COLUMN: Much is left to be done before Ransdell’s retirement

Mollie Moore is the opinion editor for the College Heights Herald during the spring 2016 semester.

Mollie Moore

Many emotions arose when President Gary Ransdell announced his retirement on Friday, Jan. 29, but after the bittersweet feelings subsided, the realization came that there is much to be accomplished in the coming 17 months.

One of the first things that will need to be addressed is the 4.5 percent cut to the operating budget that needs to be done by June 30. This $ 3.4 million decrease in state funding was announced by Gov. Matt Bevin last Tuesday at his first state budget proposal in which Ransdell was in attendance.

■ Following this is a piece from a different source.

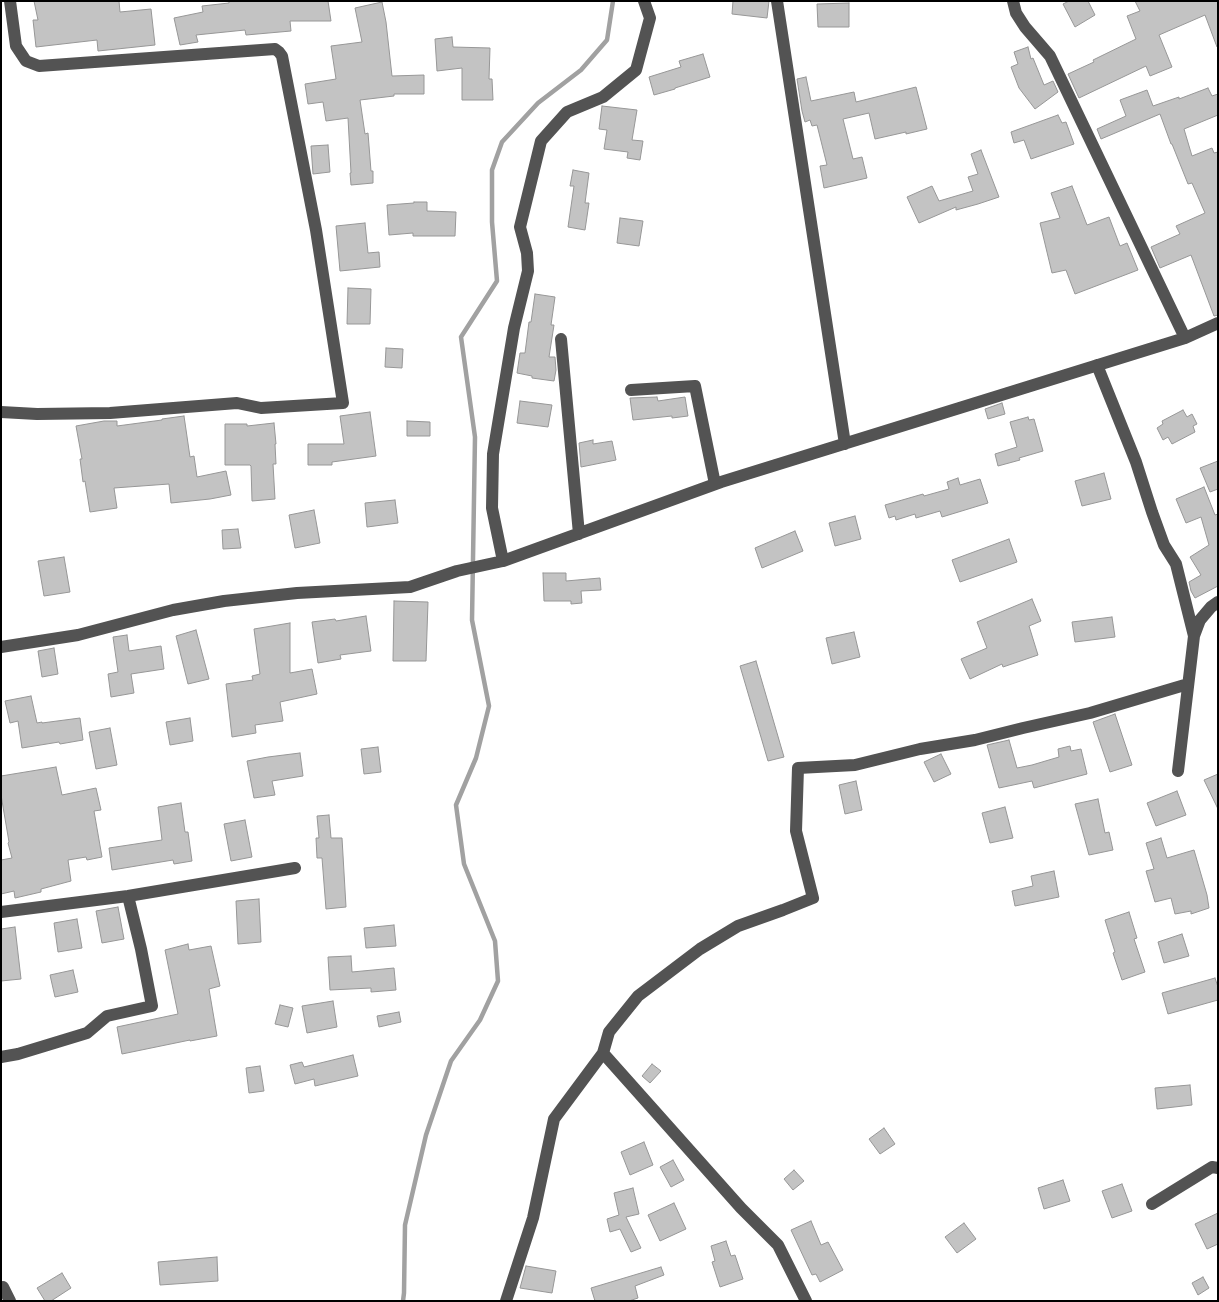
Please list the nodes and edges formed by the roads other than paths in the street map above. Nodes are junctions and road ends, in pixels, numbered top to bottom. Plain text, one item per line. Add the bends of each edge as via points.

“Certainly the measure of our challenge is substantial,” Ransdell stated in an email to faculty and staff last Wednesday. “I cannot at this time even begin to describe how we would address the proposed reductions.”

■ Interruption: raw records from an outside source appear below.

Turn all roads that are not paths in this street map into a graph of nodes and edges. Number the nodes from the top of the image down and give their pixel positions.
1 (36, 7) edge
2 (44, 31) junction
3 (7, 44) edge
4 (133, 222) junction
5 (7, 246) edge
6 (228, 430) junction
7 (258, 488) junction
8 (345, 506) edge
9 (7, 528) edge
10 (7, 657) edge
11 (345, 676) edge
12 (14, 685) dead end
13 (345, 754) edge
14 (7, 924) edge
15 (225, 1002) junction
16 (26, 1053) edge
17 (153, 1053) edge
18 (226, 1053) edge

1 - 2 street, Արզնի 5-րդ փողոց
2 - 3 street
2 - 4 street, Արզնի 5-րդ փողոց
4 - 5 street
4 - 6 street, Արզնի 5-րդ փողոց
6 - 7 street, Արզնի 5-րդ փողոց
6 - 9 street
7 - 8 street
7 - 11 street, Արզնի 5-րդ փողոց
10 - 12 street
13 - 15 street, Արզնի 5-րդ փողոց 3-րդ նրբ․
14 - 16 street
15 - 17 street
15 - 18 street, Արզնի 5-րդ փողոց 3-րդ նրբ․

What will be cut in order to save that large sum of money hasn’t been decided yet, but the idea of it seems daunting.

“I call upon everyone’s support because in my mind there’s now a deadline to get some things done, and I look forward to work with all our faculty and staff and doing what’s in the university’s best interest for the next 17 months,” Ransdell said at the Board of Regents meeting on Friday.

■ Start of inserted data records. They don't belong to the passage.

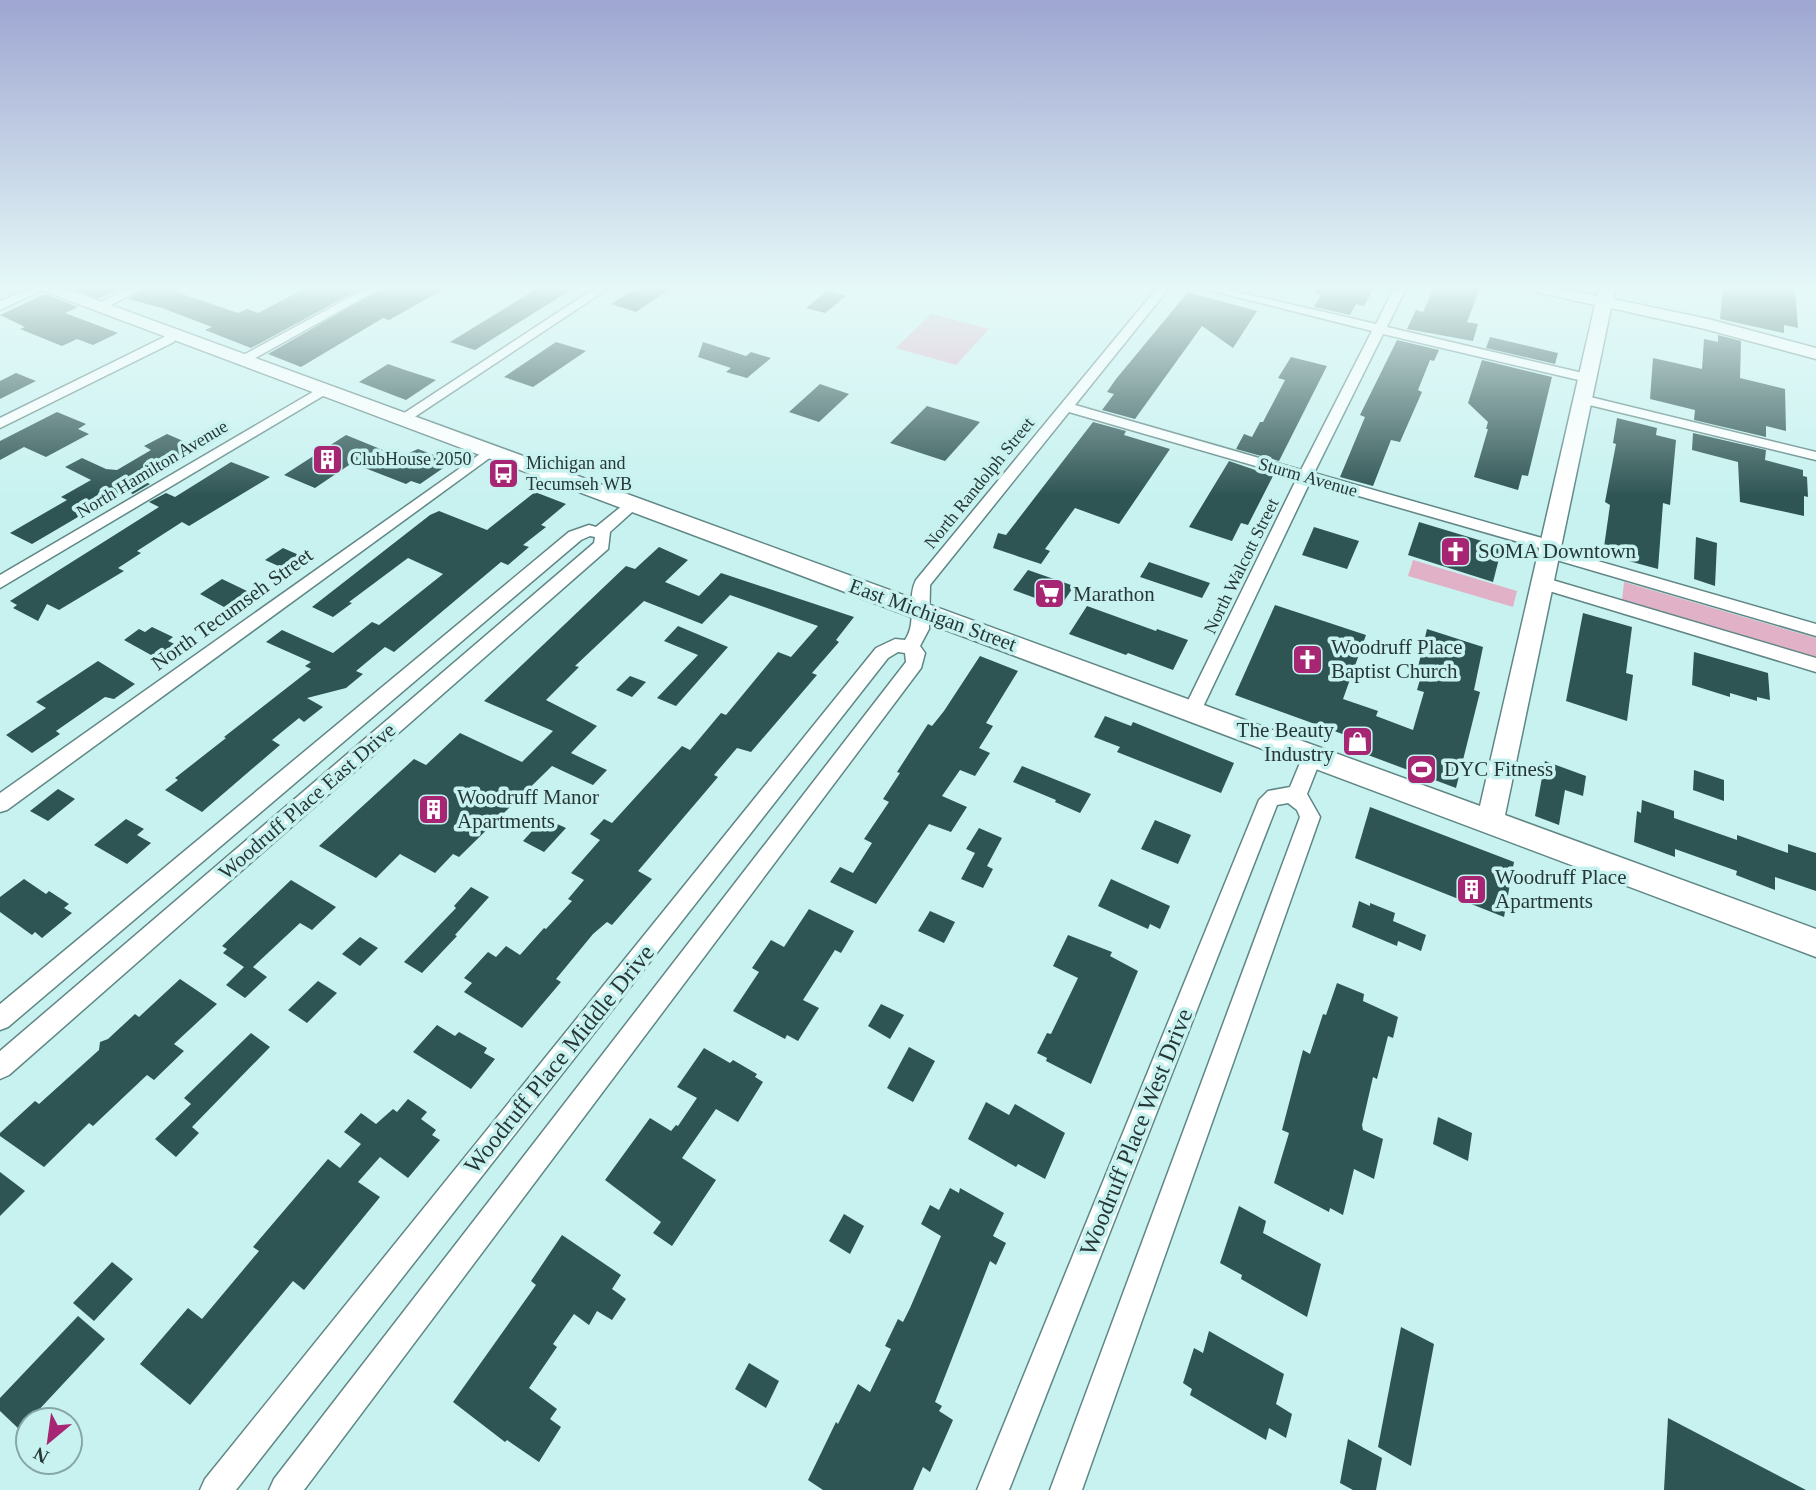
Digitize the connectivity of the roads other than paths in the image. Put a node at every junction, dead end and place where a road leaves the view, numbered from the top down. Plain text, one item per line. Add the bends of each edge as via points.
1 (132, 358) edge
2 (239, 358) edge
3 (246, 358) edge
4 (496, 358) edge
5 (1106, 358) edge
6 (1366, 358) edge
7 (1479, 358) edge
8 (1592, 358) edge
9 (243, 359) junction
10 (1585, 388) junction
11 (323, 390) junction
12 (1066, 407) junction
13 (402, 419) junction
14 (0, 424) edge
15 (490, 452) junction
16 (1816, 456) edge
17 (1307, 476) junction
18 (633, 504) junction
19 (600, 532) junction
20 (1550, 549) junction
21 (0, 582) edge
22 (1542, 583) junction
23 (921, 610) junction
24 (1816, 630) edge
25 (910, 647) junction
26 (1816, 665) edge
27 (1192, 711) junction
28 (1312, 756) junction
29 (1296, 797) junction
30 (0, 804) edge
31 (1490, 822) junction
32 (1816, 943) edge
33 (0, 1019) edge
34 (0, 1067) edge
35 (216, 1490) edge
36 (285, 1490) edge
37 (993, 1490) edge
38 (1066, 1490) edge

1 - 14 street
2 - 9 main road, East Michigan Street
3 - 9 street
4 - 13 street
5 - 12 street, North Randolph Street
6 - 17 street, North Walcott Street
7 - 10 street
8 - 10 main road
9 - 11 main road, East Michigan Street
10 - 16 street
10 - 20 main road
11 - 13 main road, East Michigan Street
11 - 21 street, North Hamilton Avenue
12 - 17 street, Sturm Avenue
12 - 23 street, North Randolph Street via 922,584 918,596
13 - 15 main road, East Michigan Street
15 - 18 main road, East Michigan Street
15 - 30 street, North Tecumseh Street
17 - 20 street, Sturm Avenue
17 - 27 street, North Walcott Street
18 - 19 street, Woodruff Place East Drive
18 - 23 main road, East Michigan Street
19 - 33 street, Woodruff Place East Drive via 589,530 575,536
19 - 34 street, Woodruff Place East Drive via 603,545
20 - 22 main road
20 - 24 street, Sturm Avenue
22 - 26 street
22 - 31 main road
23 - 25 street, Woodruff Place Middle Drive via 921,630
23 - 27 main road, East Michigan Street
25 - 35 street, Woodruff Place Middle Drive via 895,645 882,653
25 - 36 street, Woodruff Place Middle Drive via 916,653 915,663
27 - 28 main road, East Michigan Street
28 - 29 street
28 - 31 main road, East Michigan Street
29 - 37 street, Woodruff Place West Drive via 1280,795 1269,800
29 - 38 street via 1308,808 1310,817
31 - 32 main road, East Michigan Street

When the operating budget was decreased by $2.1 million in 2013 many of important programs and necessities were lost, and the price of tuition was raised. The coming cuts will be even worse. Hopefully this won’t be the only thing Ransdell is remembered for after he leaves.

Along with the budget cuts, three major administrative positions will need to be filled.

Not only will the university be looking for a new president, but it will also need to find a new vice president of Academic Affairs, provost and dean of Potter College of Arts and Letters. Currently, the provost and dean of Potter College are filled by David Lee and Larry Snyder as interim place holders.

Finding a person who fits perfectly as president will be hard enough with the long process of narrowing down the options.

The next year will be a busy one for the administration and President Ransdell, and all of the changes that need to be made are integral to the WKU’s daily functions, but I have faith.

If Ransdell can jump out of a plane to deliver a game ball, he can do anything.